Not that it wasn’t interesting before today, but the life of filmmaker Roman Coppola is about to get even more interesting. Not only is he nominated for an Academy Award for best original screenplay for his work with collaborator and kindred spirit Wes Anderson for Moonrise Kingdom, but he’s also seeing the release of his second directorial outing (and first in well over a decade following CQ) A Glimpse Inside the Mind of Charles Swan III.
The frequent music video director, son of Francis Ford, and brother of Sofia, sets out to tell the story of a not entirely grounded titular character (played by Charlie Sheen) who often daydreams himself into a corner. He’s been left by his wife thanks to his sexual obsessions. He talks a big game because he has a hero complex. Sometimes he gets so depressed that he fixates on his own death. All of this isn’t helping his personal relationships with friends and family, and it certainly isn’t helping his fledgling advertising and design firm when he can’t focus on the type of creativity he needs to actually do work.
The film revisits some of the writer/director’s favourite things, and Dork Shelf was lucky enough to talk to him last week about the design of the film, the creation of the character, period advertising and music, and the similarities between his works.
Dork Shelf: My first question is about the character of Charles Swan himself. He’s very much of a certain era or time, and I know that in the film it isn’t specified when this is all taking place, but he has sort of this almost Robert Evans/old professional look to him with the suit and his shades, but he also has the imagination of a child. I was wondering, how much of that character was how you perceived those types of professionals that you grew up around that sort of encircled your family?
Roman Coppola: Definitely to some degree. I grew up in San Francisco, so I would come up to LA to visit my relatives or something and then you would drive down the Sunset Strip and you would see all that imagery of billboard art and music and Jackson Browne and James Taylor, and all these guys and how they looked and that whole culture.

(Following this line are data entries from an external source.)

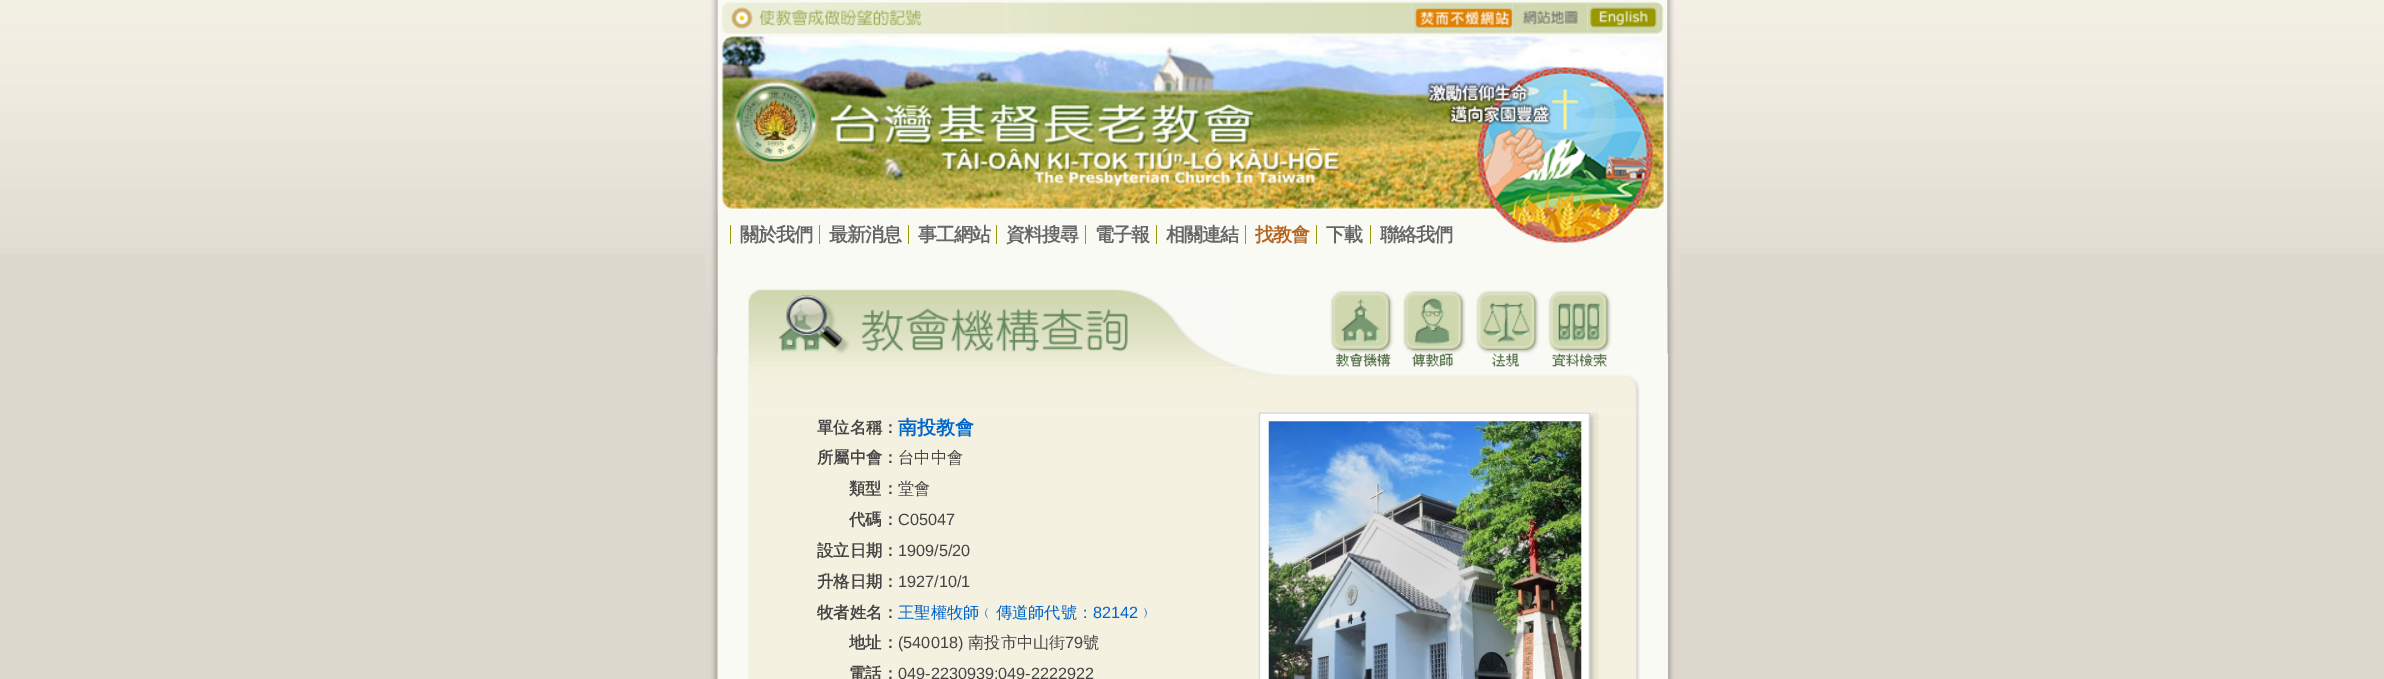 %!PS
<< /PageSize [2384 679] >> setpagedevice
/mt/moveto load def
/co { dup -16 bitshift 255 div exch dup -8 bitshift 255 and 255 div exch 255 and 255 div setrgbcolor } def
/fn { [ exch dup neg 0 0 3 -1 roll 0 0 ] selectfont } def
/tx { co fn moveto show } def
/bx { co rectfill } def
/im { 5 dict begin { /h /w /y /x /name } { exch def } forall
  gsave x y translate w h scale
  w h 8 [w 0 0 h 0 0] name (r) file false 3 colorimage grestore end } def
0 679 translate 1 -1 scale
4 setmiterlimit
0 0 2384 679 16#DDD8CE bx
(media/1.raw) 0 0 2384 254 im
717 0 951 679 16#FAFAF5 bx
(media/4.raw) 705 0 13 679 im
(media/13.raw) 717 35 948 178 im
(media/2.raw) 732 79 88 87 im
(media/3.raw) 1427 67 226 176 im
(media/6.raw) 717 0 15 35 im
(media/5.raw) 705 0 13 354 im
(media/7.raw) 731 2 275 32 im
(media/8.raw) 1006 2 407 32 im
(media/9.raw) 1412 1 101 33 im
(media/10.raw) 1512 2 76 32 im
(media/12.raw) 1658 2 6 32 im
(media/11.raw) 1587 2 72 32 im
730 225 1 19 16#999900 bx
819 225 1 19 16#999900 bx
908 225 1 19 16#999900 bx
996 225 1 19 16#999900 bx
1085 225 1 19 16#999900 bx
1156 225 1 19 16#999900 bx
1245 225 1 19 16#999900 bx
1316 225 1 19 16#999900 bx
1370 225 1 19 16#999900 bx
(media/14.raw) 1667 0 13 679 im
1667 288 1 391 16#FAFAF5 bx
(media/15.raw) 1667 0 13 354 im
(media/16.raw) 748 289 494 79 im
(media/17.raw) 1330 290 64 77 im
(media/18.raw) 1403 290 63 77 im
(media/19.raw) 1476 290 64 77 im
(media/20.raw) 1548 290 64 77 im
(media/21.raw) 747 367 893 46 im
(media/22.raw) 748 412 892 267 im
(media/23.raw) 1258 412 341 9 im
(media/24.raw) 1258 421 11 258 im
(media/26.raw) 1581 421 18 258 im
(media/25.raw) 1268 421 314 258 im
/WenQuanYiZenHei-Bold 19 fn
16#666666 co
740 241 mt -1 0 (關於我們) ashow
829 241 mt -1 0 (最新消息) ashow
918 241 mt -1 0 (事工網站) ashow
1006 241 mt -1 0 (資料搜尋) ashow
1095 241 mt -1 0 (電子報) ashow
1166 241 mt -1 0 (相關連結) ashow
16#B5651F co
1255 241 mt -1 0 (找教會) ashow
16#666666 co
1326 241 mt -1 0 (下載) ashow
1380 241 mt -1 0 (聯絡我們) ashow
(單位名稱：) 817 433 /WenQuanYiZenHei-Bold 16.25 16#454545 tx
(南投教會) 898 434 /WenQuanYiZenHei-Bold 19 16#0066CC tx
(所屬中會：) 817 463 /WenQuanYiZenHei-Bold 16.25 16#454545 tx
(台中中會) 898 463 /WenQuanYiZenHei-Medium 16.25 16#454545 tx
(類型：) 849 494 /WenQuanYiZenHei-Bold 16.25 16#454545 tx
(堂會) 898 494 /WenQuanYiZenHei-Medium 16.25 16#454545 tx
(代碼：) 849 525 /WenQuanYiZenHei-Bold 16.25 16#454545 tx
(C05047) 898 525 /LiberationSans-Regular 16.25 16#454545 tx
(設立日期：) 817 556 /WenQuanYiZenHei-Bold 16.25 16#454545 tx
(1909/5/20) 898 556 /LiberationSans-Regular 16.25 16#454545 tx
(升格日期：) 817 587 /WenQuanYiZenHei-Bold 16.25 16#454545 tx
(1927/10/1) 898 587 /LiberationSans-Regular 16.25 16#454545 tx
(牧者姓名：) 817 618 /WenQuanYiZenHei-Bold 16.25 16#454545 tx
(王聖權牧師﹙傳道師代號：) 898 618 /WenQuanYiZenHei-Medium 16.25 16#0066CC tx
(82142) 1093 618 /LiberationSans-Regular 16.25 16#0066CC tx
(﹚) 1138 618 /WenQuanYiZenHei-Medium 16.25 16#0066CC tx
(地址：) 849 648 /WenQuanYiZenHei-Bold 16.25 16#454545 tx
(\(540018\)) 898 648 /LiberationSans-Regular 16.25 16#454545 tx
(南投市中山街) 968 648 /WenQuanYiZenHei-Medium 16.25 16#454545 tx
(79) 1065 648 /LiberationSans-Regular 16.25 16#454545 tx
(號) 1083 648 /WenQuanYiZenHei-Medium 16.25 16#454545 tx
(電話：) 849 679 /WenQuanYiZenHei-Bold 16.25 16#454545 tx
(049-2230939;049-2222922) 898 679 /LiberationSans-Regular 16.25 16#454545 tx
showpage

I can kind of see the Bob Evans thing, but with him I don’t have a lot of memories of him as an individual and as a person, but his aura or whatever you see looking back at you and his style and his kind of whole feel of people like that and Jack Nicholson and Bryan Ferry definitely had a big influence on the style. But for me, I don’t remember talking to Bob Evans or any of those people really, so it wasn’t a kind of first hand thing where I just said “Oh, I’m going to portray all those people that I know.” The most direct way was through that actual pop culture experience, like album covers, billboards, and that type of thing, if that makes any sense.
DS: That makes perfect sense, and I really liked the look of the character of Charles Swan, and one of the things I found most fascinating about him was how he was always wearing his sunglasses around the clock and if he ever took them off it was only for a second and to put something else over his eyes, like his hand or a pair of X-Ray specs. Was that decision that you made about the character or one that Charlie Sheen made?

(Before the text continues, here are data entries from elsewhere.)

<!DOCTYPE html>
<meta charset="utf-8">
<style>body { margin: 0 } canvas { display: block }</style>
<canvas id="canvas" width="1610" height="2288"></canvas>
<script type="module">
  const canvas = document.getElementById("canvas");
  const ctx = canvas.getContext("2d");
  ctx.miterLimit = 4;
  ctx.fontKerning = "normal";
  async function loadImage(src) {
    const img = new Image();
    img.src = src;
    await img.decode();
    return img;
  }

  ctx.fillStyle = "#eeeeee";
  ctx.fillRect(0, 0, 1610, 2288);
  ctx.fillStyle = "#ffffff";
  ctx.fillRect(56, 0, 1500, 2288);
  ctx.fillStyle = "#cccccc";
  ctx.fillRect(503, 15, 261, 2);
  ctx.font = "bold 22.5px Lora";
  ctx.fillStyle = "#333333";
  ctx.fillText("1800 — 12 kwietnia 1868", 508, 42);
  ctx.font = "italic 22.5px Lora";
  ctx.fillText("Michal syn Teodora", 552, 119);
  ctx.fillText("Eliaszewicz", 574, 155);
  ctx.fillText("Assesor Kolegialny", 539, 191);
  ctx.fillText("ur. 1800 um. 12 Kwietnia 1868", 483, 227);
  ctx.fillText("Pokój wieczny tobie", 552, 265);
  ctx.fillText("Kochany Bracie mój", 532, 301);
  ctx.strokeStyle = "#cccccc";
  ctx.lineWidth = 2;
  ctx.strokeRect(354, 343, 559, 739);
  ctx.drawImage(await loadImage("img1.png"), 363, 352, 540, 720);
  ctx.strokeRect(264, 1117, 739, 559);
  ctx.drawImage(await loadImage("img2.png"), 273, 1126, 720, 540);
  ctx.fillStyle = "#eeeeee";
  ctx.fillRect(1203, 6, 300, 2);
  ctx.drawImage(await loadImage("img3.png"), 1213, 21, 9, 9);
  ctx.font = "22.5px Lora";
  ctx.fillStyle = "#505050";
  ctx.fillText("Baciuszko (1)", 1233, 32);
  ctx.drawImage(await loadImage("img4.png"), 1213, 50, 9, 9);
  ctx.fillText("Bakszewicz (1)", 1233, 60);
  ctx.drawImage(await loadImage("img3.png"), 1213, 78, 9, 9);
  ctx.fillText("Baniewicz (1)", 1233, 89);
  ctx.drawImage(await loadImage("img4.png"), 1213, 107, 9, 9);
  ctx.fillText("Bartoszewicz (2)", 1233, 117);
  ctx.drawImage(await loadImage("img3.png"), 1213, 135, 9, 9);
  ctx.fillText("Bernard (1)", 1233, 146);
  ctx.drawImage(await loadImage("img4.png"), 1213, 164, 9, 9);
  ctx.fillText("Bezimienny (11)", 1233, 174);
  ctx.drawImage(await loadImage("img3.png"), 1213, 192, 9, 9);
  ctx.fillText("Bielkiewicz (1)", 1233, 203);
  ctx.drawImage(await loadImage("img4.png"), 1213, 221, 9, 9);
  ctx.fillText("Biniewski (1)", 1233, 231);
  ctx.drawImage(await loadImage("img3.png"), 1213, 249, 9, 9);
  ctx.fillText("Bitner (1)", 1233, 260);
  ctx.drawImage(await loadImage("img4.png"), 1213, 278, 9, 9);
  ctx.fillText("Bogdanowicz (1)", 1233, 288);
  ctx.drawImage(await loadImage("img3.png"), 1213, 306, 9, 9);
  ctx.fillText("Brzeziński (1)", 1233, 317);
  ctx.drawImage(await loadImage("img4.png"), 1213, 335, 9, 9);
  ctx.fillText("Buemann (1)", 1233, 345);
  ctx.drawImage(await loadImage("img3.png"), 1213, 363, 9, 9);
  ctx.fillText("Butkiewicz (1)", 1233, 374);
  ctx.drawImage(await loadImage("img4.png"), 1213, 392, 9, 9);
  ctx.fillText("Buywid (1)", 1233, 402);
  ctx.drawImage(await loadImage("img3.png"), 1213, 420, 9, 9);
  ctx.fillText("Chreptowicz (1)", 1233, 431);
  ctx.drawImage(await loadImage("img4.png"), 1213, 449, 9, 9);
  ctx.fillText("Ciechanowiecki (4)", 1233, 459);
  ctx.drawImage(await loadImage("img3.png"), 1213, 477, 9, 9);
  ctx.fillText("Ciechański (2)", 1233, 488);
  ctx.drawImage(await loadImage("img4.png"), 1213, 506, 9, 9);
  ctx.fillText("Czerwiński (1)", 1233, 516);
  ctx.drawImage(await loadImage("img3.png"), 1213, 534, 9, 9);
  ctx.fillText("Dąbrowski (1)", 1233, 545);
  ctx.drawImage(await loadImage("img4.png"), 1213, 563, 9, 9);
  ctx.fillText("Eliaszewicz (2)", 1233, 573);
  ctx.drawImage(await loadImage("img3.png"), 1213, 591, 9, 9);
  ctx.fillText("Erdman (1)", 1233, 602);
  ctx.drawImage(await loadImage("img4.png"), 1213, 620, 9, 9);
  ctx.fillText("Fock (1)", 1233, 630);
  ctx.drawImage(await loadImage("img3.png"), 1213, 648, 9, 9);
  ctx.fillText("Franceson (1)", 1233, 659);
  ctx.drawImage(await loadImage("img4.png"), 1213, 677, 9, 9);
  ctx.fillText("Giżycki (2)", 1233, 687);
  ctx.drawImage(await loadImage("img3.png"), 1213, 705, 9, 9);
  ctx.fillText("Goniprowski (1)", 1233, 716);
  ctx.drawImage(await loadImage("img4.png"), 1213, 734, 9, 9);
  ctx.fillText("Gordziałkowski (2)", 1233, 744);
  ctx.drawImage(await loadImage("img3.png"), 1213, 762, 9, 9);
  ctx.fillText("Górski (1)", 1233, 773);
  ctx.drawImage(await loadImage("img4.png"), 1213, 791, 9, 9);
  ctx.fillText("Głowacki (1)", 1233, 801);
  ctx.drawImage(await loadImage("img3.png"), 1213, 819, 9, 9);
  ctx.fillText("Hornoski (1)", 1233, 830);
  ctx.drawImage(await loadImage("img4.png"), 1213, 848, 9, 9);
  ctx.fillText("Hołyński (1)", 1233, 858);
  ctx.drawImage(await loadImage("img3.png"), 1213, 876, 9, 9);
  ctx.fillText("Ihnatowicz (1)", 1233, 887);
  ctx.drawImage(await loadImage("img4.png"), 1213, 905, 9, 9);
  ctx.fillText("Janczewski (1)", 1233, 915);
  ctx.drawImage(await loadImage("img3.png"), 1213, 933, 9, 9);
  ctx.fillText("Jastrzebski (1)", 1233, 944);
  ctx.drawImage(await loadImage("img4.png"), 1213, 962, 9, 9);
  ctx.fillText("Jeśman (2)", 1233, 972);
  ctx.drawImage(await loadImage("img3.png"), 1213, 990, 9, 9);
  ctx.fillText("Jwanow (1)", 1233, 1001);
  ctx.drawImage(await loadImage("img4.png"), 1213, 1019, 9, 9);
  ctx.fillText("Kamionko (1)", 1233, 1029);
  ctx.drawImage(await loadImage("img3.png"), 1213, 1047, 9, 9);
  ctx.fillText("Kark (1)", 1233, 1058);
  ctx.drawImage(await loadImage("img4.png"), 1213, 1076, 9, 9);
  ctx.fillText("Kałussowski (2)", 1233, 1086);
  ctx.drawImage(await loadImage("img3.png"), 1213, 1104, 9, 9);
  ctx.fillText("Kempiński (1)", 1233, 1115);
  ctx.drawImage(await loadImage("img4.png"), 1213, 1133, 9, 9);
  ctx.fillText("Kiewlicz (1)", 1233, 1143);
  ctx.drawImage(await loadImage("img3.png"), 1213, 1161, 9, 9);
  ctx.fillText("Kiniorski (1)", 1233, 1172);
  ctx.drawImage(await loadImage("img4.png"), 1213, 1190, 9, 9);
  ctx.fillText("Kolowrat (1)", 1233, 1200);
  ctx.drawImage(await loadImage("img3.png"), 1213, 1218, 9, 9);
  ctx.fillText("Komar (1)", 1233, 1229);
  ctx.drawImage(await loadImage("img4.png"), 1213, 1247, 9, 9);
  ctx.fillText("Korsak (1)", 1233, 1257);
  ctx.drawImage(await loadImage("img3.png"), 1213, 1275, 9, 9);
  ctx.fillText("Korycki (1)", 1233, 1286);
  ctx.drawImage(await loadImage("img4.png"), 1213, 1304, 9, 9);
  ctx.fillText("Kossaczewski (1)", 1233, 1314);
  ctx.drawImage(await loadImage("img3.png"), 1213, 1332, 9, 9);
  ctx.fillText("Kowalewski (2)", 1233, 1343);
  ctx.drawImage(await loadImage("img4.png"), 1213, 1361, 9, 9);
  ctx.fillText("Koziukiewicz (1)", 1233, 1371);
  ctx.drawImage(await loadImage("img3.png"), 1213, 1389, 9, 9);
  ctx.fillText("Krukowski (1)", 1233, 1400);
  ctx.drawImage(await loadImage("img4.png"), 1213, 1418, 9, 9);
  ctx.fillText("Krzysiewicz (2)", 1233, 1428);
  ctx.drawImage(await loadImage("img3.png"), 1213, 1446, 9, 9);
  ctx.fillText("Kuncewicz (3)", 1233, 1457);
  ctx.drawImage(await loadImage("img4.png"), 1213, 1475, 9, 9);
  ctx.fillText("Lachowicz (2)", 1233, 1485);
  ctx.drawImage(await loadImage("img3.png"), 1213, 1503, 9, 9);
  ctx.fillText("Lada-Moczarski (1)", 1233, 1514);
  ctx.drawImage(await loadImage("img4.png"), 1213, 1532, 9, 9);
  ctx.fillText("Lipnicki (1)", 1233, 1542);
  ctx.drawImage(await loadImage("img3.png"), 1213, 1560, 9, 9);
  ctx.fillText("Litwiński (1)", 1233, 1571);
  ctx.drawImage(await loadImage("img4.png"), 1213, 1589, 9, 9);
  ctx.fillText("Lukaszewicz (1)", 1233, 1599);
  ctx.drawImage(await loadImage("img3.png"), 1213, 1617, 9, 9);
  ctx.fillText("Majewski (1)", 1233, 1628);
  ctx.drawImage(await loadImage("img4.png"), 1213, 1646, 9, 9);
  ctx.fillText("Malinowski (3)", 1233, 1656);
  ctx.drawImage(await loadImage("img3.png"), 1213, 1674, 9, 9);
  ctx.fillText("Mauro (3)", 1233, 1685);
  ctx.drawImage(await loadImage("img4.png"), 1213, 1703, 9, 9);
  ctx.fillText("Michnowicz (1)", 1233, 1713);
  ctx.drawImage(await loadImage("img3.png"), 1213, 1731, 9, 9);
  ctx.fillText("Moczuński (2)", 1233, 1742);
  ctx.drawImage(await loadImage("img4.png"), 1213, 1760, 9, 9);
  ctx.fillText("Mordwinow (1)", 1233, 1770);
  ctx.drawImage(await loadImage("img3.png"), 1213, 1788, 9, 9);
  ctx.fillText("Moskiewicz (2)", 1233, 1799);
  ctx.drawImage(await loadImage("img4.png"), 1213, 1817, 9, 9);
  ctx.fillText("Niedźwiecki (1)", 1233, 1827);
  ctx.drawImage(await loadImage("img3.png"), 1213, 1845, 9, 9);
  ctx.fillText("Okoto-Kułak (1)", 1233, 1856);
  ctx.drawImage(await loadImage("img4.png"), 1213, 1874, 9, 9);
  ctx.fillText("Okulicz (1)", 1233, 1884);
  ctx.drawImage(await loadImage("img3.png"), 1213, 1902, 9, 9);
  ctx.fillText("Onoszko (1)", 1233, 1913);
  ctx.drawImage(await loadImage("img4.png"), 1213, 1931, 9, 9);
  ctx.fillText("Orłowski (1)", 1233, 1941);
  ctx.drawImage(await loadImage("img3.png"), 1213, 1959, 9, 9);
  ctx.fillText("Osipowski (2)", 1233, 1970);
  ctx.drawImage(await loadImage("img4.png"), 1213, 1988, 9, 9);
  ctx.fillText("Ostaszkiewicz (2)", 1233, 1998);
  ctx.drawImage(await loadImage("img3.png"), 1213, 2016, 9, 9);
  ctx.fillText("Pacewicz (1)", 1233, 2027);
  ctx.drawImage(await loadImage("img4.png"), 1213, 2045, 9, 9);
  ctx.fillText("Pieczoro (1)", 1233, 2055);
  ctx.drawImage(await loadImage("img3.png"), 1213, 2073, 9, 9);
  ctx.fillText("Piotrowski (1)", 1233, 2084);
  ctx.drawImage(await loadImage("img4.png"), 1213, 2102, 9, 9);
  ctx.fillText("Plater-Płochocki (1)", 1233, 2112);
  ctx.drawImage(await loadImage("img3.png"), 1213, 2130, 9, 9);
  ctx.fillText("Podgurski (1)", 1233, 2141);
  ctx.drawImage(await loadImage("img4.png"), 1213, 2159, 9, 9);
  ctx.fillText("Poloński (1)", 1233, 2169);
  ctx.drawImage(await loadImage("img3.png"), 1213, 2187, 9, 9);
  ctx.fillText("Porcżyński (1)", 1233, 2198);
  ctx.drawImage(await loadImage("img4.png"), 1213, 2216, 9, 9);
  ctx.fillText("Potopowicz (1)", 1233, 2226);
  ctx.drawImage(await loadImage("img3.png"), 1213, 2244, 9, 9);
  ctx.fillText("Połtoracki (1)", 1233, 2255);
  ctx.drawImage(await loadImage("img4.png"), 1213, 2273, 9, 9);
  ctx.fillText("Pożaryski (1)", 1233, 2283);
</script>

RC: That was something about how I kind of imagined and how I kind of conceived the guy. It’s interesting because I wear prescription glasses, but they have a little bit of a tint as those in the film. They aren’t really sunglasses, but those were a kind of style at that time. It was kind of groovy, and I thought it was kind of daring to always kind of be covering his eyes and sort of adding a bit of a veil to make you sort of curious and make you want to reach in a little bit more. I thought that was a nice and kind of fun and interesting choice that would make him more distinctive.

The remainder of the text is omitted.